«Пока нечто не произойдет в каждом, ничто не случится во всех». Его слова.
Увы, за всех не поручишься. Даже когда видишь: в Битове «нечто» творилось непрерывно, огонь не затухал.
Последний вопрос битовского «романа-странствия» я уже предусмотрительно огласил: «Он подумал или я сказал?..» Запоминается легко, но усваивается как-то неотчетливо. Плюс к тому на книжной странице сама возможность уловить смысл фразы поставлена под сомнение перечеркнувшей ее линией.
Иероглиф получился не слабее, чем у Пикассо.
Позволю себе завершить его толкование приличествующим, но не дежурным, комплиментом.

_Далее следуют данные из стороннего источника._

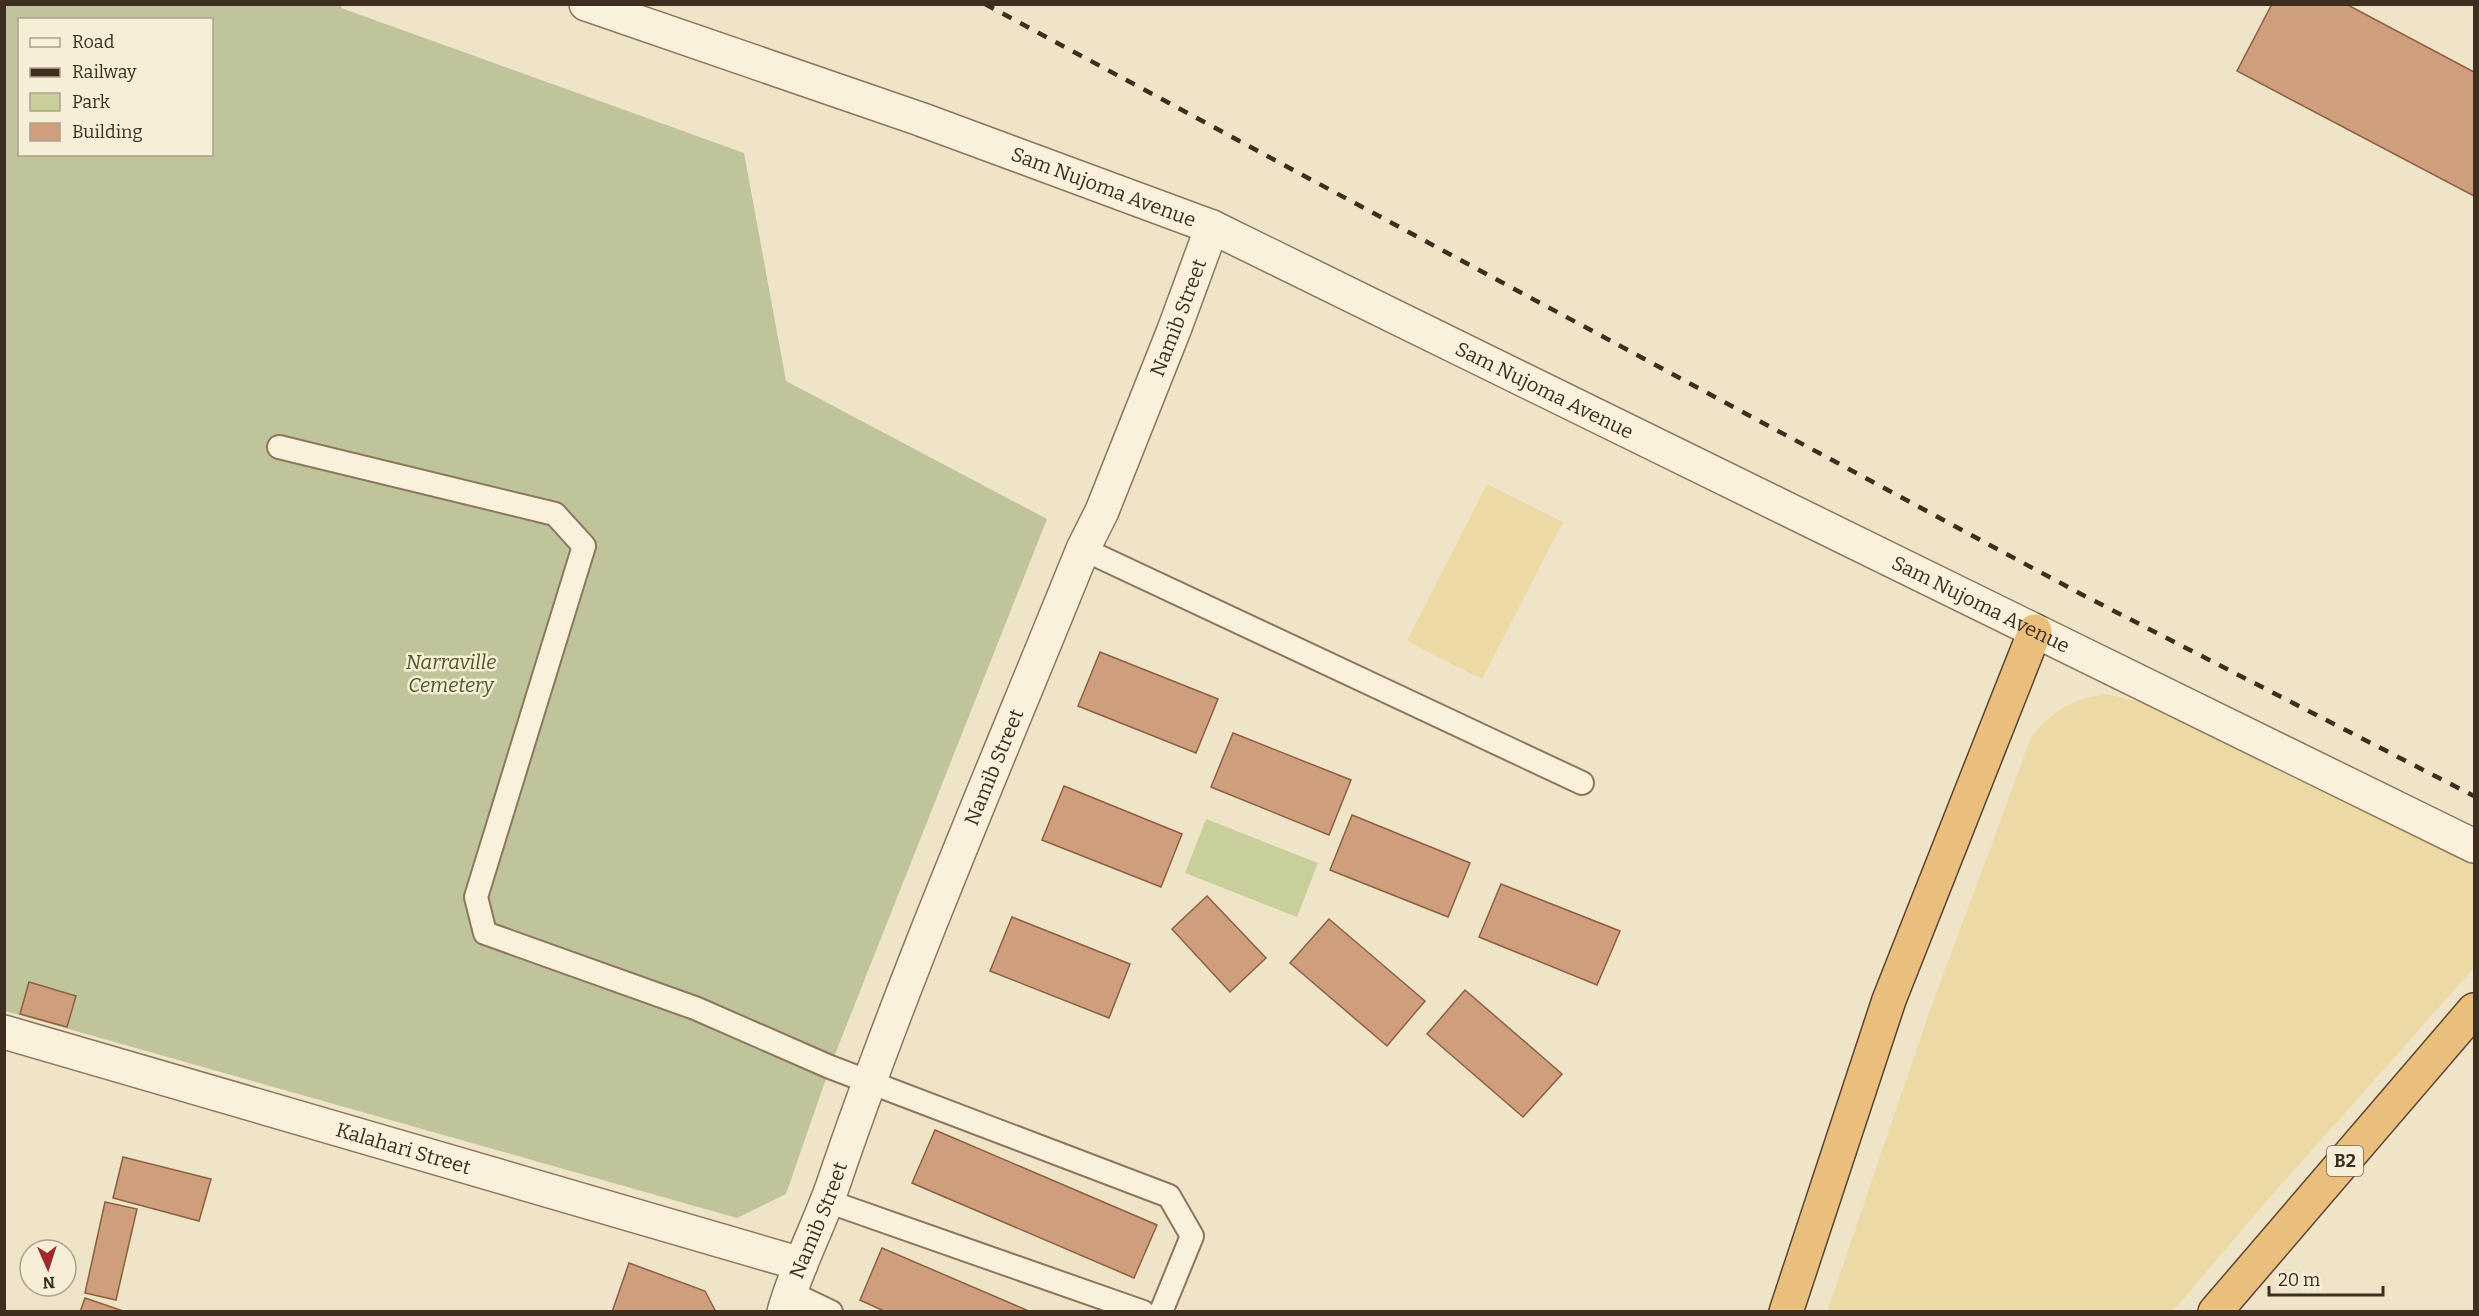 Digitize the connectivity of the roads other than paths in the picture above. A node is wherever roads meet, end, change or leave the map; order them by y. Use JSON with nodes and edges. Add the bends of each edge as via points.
{"nodes":[{"id":1,"x":586,"y":4,"type":"edge"},
{"id":2,"x":1212,"y":227,"type":"junction"},
{"id":3,"x":279,"y":447,"type":"dead end"},
{"id":4,"x":1083,"y":549,"type":"junction"},
{"id":5,"x":2035,"y":631,"type":"junction"},
{"id":6,"x":1582,"y":783,"type":"dead end"},
{"id":7,"x":2475,"y":846,"type":"edge"},
{"id":8,"x":2475,"y":1010,"type":"edge"},
{"id":9,"x":4,"y":1032,"type":"edge"},
{"id":10,"x":868,"y":1081,"type":"junction"},
{"id":11,"x":827,"y":1201,"type":"junction"},
{"id":12,"x":792,"y":1289,"type":"edge"},
{"id":13,"x":831,"y":1311,"type":"edge"},
{"id":14,"x":1143,"y":1311,"type":"edge"},
{"id":15,"x":1161,"y":1311,"type":"edge"},
{"id":16,"x":1786,"y":1311,"type":"edge"},
{"id":17,"x":2215,"y":1311,"type":"edge"}],
"edges":[{"from":1,"to":2,"type":"street","name":"Sam Nujoma Avenue","via":[[920,119]]},
{"from":2,"to":4,"type":"street","name":"Namib Street","via":[[1102,511]]},
{"from":2,"to":5,"type":"street","name":"Sam Nujoma Avenue"},
{"from":3,"to":10,"type":"lane","via":[[555,514],[584,546],[476,897],[485,933],[694,1008]]},
{"from":4,"to":6,"type":"lane"},
{"from":4,"to":10,"type":"street","name":"Namib Street"},
{"from":5,"to":7,"type":"street","name":"Sam Nujoma Avenue"},
{"from":5,"to":16,"type":"highway","via":[[1889,1000]]},
{"from":8,"to":17,"type":"highway","number":"B2"},
{"from":9,"to":12,"type":"street","name":"Kalahari Street"},
{"from":10,"to":11,"type":"street","name":"Namib Street"},
{"from":10,"to":15,"type":"lane","via":[[1169,1196],[1192,1236]]},
{"from":11,"to":12,"type":"street","name":"Namib Street"},
{"from":11,"to":14,"type":"lane"},
{"from":12,"to":13,"type":"lane"}]}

В нашей сумеречной жизни Андрей Битов то и услышал, чего никто до него вымолвить не сумел.
2007, 2019
Отселева за тридевять земель
Отселева за тридевять земель
кто окольцует вольное скитанье
ночного сна? Наш деревенский хмель
всегда грустит о море-окияне.
Немудрено. Не так уж мы бедны:
когда весны событья утрясутся,
вокруг Тарусы явственно видны
отметины Нептунова трезубца.
Наш опыт старше младости земной.
Из чуд морских содеяны каменья.
Глаз голубой над кружкою пивной
из дальних бездн глядит высокомерно.
Вселенная — не где-нибудь, вся — тут.
Что достается прочим зреньям, если
ночь напролет Юпитер и Сатурн
пекутся о занесшемся уезде.
Что им до нас? Они пришли не к нам.
Им недосуг разглядывать подробность.
Они всесущий видят океан
и волн всепоглощающих огромность.
Несметные проносятся валы.
Плавник одолевает время оно,
и голову подъемлет из воды
все то, что вскоре станет земноводно.
Лишь рассветет — приокской простоте
тритон заблудший попадется в сети.
След раковины в гробовой плите
уводит мысль куда-то дальше смерти.
Хоть здесь растет — нездешнею тоской
клонима многознающая ива.
Но этих мест владычицы морской
на этот раз не назову я имя.
1983 Таруса
Ребенка одевают. Он стоит
и сносит — недвижимый, величавый —
угодливость приспешников своих,
наскучив лестью челяди и славой.
У вешалки, где церемониал
свершается, мы вместе провисаем,
отсутствуем. Зеницы минерал
до-первобытен, свеж, непроницаем.
Он смотрит вдаль, поверх услуг людских.
В разъятый пух продеты кисти, локти.
Побыть бы им. Недолго погостить
в обители его лилейной плоти.
Предаться воле и опеке сил
лелеющих. Их укачаться зыбкой.
Сокрыться в нем. Перемешаться с ним.
Стать крапинкой под рисовой присыпкой.
Эй, няньки, мамки, кумушки, вы что
разнюнились? Быстрее одевайте!
Не дайте, чтоб измыслие вошло
поганым войском в млечный мир дитяти.
Для посягательств прыткого ума
возбранны створки замкнутой вселенной.
Прочь, самозванец, званый, как чума,
тем, что сияло и звалось Сиеной.
Влекут рабы ребенка паланкин.
Журчит зурна. Порхает опахало.
Меня — набег недуга полонил.
Всю ночь во лбу неслось и полыхало.
Прикрыть глаза. Сна гобелен соткать.
Разглядывать, не нагляжусь покамест.
Палаццо Пикколомини в закат
водвинутость и вогнутость, покатость,
объятья нежно-каменный зажим
вкруг зрелища: резвится мимолетность
внутри, и Дева-Вечность возлежит,
изгибом плавным опершись на локоть.
Сиены площадь так нарек мой жар,
это его наречья идиома.
Оставим площадь — вечно возлежать
прелестной девой возле водоема.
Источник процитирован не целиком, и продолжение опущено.